In the case of Cities Service Oil Co. v. McCrory, Tex.Civ.App., 191 S.W.2d 791, 792, in which the facts are almost identical with the facts in the instant case, it was held that the provision for an oil payment from one-eighth of the seven-eighths working interest 'free of cost or expense of development or operation of the leased premises' was held not to be an agreement by the assignee to pay the assignor's gross production taxes. In that case the Court said: 'The lessor also argues that the gross production tax, being an occupation tax as held in State v. Humphrey, Tex.Civ.App., 159 S.W.2d 162, should be treated as an expense of operation.
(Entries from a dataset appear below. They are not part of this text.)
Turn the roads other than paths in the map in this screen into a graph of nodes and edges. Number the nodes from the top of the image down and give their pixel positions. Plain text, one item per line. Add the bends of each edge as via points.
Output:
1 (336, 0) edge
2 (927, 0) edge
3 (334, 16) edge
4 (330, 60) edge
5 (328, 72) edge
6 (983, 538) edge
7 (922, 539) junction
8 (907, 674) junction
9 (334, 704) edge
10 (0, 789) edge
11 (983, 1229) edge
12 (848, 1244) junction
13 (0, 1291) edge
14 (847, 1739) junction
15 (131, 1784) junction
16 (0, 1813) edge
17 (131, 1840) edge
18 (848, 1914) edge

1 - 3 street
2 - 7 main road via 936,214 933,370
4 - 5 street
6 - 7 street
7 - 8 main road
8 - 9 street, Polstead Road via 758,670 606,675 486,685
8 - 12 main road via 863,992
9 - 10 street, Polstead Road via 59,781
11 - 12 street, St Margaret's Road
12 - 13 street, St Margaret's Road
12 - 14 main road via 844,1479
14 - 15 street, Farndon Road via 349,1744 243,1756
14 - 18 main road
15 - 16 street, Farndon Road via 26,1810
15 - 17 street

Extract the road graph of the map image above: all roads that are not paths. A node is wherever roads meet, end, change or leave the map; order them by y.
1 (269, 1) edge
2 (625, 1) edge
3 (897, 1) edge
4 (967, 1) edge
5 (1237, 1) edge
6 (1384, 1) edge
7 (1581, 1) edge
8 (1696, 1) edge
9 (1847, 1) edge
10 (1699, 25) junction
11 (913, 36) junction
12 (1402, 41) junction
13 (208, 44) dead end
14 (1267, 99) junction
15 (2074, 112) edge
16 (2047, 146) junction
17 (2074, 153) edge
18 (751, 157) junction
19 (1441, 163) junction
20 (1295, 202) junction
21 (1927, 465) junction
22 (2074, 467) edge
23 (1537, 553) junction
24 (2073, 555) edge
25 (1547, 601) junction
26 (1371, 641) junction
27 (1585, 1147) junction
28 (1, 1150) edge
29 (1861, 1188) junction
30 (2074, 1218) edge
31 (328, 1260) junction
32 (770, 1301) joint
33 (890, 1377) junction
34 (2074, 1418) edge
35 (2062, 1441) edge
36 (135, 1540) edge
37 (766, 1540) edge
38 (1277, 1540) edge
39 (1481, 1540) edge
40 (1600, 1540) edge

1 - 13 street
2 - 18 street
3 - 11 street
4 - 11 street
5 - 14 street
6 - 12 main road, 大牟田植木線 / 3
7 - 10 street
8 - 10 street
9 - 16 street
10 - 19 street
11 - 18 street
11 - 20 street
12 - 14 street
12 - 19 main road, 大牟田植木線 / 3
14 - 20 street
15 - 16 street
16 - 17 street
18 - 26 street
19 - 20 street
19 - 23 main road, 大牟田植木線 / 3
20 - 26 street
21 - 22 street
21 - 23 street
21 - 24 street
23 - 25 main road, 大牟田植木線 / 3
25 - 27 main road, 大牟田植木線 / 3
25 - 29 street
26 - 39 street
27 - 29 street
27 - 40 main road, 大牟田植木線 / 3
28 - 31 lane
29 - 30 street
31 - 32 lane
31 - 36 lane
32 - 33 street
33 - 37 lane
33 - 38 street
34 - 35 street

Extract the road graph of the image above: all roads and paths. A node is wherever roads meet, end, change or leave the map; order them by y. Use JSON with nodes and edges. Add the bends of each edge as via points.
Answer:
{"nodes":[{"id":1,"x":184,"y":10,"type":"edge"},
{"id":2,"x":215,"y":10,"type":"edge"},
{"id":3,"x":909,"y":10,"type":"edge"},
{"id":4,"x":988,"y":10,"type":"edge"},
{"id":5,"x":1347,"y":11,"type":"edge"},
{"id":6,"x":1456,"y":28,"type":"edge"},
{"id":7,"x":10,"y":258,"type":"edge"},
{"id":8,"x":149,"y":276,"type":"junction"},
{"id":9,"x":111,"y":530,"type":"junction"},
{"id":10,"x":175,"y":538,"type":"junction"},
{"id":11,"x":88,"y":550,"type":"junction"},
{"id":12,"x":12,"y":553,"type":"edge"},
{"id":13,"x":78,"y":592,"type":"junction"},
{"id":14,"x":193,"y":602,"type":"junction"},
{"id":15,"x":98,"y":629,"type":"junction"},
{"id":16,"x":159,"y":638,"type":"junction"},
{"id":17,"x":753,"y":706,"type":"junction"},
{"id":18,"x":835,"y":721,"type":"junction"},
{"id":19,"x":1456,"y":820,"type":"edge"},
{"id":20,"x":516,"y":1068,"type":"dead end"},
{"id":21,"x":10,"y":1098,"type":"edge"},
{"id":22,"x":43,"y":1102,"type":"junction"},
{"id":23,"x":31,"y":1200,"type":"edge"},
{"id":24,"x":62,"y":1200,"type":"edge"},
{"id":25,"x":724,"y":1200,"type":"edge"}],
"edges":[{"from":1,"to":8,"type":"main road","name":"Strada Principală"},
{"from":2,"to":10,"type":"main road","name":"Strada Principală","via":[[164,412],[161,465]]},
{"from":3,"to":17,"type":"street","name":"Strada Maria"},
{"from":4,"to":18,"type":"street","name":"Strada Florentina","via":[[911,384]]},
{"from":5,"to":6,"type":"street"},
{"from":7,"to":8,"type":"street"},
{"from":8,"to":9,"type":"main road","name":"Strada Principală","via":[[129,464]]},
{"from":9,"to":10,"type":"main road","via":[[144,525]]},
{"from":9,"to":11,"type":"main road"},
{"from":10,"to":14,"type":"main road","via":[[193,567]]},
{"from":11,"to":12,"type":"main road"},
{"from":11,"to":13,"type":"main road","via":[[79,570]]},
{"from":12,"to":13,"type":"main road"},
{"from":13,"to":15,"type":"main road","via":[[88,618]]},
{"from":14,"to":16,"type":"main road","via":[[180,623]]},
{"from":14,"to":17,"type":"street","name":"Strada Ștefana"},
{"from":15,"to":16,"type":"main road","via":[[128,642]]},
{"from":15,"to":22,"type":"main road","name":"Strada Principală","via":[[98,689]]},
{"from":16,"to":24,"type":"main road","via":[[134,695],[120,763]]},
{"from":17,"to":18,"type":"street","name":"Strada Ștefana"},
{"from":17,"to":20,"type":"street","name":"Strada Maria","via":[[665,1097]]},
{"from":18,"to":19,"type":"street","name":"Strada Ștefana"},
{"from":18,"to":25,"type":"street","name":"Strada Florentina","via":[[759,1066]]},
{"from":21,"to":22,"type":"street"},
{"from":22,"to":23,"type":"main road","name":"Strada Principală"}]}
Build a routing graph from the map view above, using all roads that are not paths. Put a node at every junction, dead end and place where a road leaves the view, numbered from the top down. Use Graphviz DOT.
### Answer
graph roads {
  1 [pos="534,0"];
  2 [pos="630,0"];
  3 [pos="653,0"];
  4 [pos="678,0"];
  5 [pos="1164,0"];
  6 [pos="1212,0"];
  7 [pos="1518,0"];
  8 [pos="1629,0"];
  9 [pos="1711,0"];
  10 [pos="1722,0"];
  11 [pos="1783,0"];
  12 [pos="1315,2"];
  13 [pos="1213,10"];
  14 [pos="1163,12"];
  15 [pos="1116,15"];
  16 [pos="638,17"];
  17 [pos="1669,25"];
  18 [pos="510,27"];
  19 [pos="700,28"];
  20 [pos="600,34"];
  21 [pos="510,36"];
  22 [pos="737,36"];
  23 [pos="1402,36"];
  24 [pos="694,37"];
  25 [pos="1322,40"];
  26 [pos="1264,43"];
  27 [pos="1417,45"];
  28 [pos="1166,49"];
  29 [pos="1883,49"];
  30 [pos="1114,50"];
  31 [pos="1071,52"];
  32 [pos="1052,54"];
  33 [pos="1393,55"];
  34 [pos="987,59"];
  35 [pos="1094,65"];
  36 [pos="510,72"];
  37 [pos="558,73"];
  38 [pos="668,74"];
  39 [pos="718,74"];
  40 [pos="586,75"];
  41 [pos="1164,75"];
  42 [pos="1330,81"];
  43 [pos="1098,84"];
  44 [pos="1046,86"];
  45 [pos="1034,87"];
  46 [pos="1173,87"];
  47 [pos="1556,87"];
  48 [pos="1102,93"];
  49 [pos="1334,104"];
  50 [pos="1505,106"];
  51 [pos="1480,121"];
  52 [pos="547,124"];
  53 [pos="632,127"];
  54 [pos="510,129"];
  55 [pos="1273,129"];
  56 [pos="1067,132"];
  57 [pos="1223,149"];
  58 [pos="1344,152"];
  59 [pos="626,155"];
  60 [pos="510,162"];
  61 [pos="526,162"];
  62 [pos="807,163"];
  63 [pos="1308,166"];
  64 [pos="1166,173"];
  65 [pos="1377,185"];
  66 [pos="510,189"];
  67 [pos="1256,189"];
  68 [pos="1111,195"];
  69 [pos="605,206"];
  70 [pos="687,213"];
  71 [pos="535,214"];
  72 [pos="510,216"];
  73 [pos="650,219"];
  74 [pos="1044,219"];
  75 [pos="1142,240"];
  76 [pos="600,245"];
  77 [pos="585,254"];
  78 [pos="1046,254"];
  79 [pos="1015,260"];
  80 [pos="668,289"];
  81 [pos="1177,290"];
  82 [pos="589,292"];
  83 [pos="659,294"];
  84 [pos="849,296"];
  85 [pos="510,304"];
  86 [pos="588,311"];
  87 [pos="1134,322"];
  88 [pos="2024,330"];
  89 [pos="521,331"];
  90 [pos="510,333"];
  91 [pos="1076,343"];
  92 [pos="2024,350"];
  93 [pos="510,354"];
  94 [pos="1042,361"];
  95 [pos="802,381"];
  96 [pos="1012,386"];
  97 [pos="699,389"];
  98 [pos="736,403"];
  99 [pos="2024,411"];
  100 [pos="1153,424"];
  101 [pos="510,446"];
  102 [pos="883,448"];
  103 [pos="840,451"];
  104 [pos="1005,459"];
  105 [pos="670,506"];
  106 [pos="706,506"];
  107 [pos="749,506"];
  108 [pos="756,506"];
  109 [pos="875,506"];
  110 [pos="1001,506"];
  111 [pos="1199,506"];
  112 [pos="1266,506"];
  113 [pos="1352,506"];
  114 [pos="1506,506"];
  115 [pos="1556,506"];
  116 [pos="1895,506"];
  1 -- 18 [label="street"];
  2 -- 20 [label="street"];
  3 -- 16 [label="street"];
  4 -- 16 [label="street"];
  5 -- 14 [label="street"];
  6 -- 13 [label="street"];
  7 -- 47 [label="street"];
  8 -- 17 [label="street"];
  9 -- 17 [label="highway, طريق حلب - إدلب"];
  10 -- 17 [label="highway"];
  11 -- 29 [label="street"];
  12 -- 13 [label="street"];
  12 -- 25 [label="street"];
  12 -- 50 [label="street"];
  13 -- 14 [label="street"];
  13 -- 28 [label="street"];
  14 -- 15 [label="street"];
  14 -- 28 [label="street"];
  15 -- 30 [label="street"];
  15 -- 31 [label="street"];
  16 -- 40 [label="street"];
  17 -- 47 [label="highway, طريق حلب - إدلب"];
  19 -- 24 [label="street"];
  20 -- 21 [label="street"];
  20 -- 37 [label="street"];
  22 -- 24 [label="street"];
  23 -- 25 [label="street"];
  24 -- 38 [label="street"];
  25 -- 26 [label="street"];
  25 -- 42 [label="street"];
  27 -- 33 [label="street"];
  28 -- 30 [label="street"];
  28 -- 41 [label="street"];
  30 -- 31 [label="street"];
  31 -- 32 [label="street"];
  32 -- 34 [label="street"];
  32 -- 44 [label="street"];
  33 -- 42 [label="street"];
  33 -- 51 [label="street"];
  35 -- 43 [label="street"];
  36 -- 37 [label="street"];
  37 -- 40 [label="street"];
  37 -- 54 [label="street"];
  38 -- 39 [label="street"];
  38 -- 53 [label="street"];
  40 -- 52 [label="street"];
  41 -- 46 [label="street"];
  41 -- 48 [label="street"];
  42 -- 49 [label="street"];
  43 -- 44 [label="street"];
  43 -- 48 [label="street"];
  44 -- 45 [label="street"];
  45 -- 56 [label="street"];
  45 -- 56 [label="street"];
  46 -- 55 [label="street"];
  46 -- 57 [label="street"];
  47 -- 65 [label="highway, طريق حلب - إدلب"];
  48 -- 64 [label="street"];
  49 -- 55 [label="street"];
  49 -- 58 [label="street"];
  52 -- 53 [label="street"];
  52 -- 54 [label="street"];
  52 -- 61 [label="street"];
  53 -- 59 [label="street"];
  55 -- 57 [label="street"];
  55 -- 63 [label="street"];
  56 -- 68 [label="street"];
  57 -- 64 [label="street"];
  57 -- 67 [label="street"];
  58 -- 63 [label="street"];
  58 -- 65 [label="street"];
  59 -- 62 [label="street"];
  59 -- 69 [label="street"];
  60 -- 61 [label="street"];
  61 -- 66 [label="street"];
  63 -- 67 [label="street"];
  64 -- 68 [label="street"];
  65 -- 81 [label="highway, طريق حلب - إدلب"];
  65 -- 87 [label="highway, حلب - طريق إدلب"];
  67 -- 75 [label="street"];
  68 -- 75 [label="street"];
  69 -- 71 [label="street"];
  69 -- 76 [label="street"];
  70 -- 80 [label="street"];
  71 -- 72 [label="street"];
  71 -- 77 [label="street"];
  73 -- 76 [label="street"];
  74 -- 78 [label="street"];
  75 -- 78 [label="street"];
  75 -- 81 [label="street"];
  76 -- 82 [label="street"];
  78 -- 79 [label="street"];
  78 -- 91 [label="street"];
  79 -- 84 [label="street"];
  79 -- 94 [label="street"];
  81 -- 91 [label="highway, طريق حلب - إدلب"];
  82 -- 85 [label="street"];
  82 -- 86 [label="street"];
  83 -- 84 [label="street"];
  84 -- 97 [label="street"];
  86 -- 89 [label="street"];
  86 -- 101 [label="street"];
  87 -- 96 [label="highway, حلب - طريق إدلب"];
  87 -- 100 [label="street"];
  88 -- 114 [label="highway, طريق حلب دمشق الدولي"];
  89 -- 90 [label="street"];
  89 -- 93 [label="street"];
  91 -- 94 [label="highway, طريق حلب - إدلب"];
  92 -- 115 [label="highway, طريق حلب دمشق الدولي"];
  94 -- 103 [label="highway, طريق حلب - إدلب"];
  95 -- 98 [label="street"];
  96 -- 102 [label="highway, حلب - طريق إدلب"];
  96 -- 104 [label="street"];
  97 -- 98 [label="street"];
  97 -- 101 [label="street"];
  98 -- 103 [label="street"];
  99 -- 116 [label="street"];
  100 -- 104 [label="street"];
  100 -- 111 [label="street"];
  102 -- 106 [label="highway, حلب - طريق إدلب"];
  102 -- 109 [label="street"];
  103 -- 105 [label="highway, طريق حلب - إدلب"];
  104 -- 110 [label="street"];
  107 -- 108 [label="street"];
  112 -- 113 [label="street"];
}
We do not see the force of this contention. Within the contemplation of the statute the lessor, as the owner of the oil payment, is following the occupation of a producer of oil. Liability for the tax is primarily his. We do not believe that a contract providing that another shall pay costs of operation is sufficient to relieve the owner of the oil payment of primary liability for the tax and to shift it to the lessee.'
The case of Pettit v. Danciger Oil Refining Co., Tex.Civ.App., 193 S.W.2d 282, 283, involved an assignment which gave the assignor the privilege of paying taxes if the assignee did not, with the right to a lien to secure him in repayment. In that case the Court said: '* * * There is no language in the assignment expressly *Page 271 obligating the assignee, or holder of the production interest, to reimburse the holder of the $60,000 oil interest for taxes it advanced on such interest. Hence appellee, having advanced the payment as it was required to do, was entitled to retain for its reimbursement the amount so paid out of the proceeds of the oil.'
The holdings in the following cases are in accord with the rule above announced: Fain-McGaha Oil Corporation v. Murko Oil Royalty Company, 128 Tex. 646, 101 S.W.2d 547; Stanolind Oil Gas Company v. Terrell, Tex.Civ.App., 183 S.W.2d 743; Stanolind Oil Gas Company v. State, Tex.Civ.App., 199 S.W.2d 531; Firestone Tire Rubber Company v. Fisk Tire Company, 131 Tex. 158,113 S.W.2d 175; Richardson v. Hart, 143 Tex. 392, 185 S.W.2d 563, 564; and Highland Farms Corporation v. Fidelity Trust Company 125 Tex. 474, 82 S.W.2d 627.
The trial court has, we think, correctly disposed of all issues involved in this appeal. Its judgment will be, in all things, affirmed.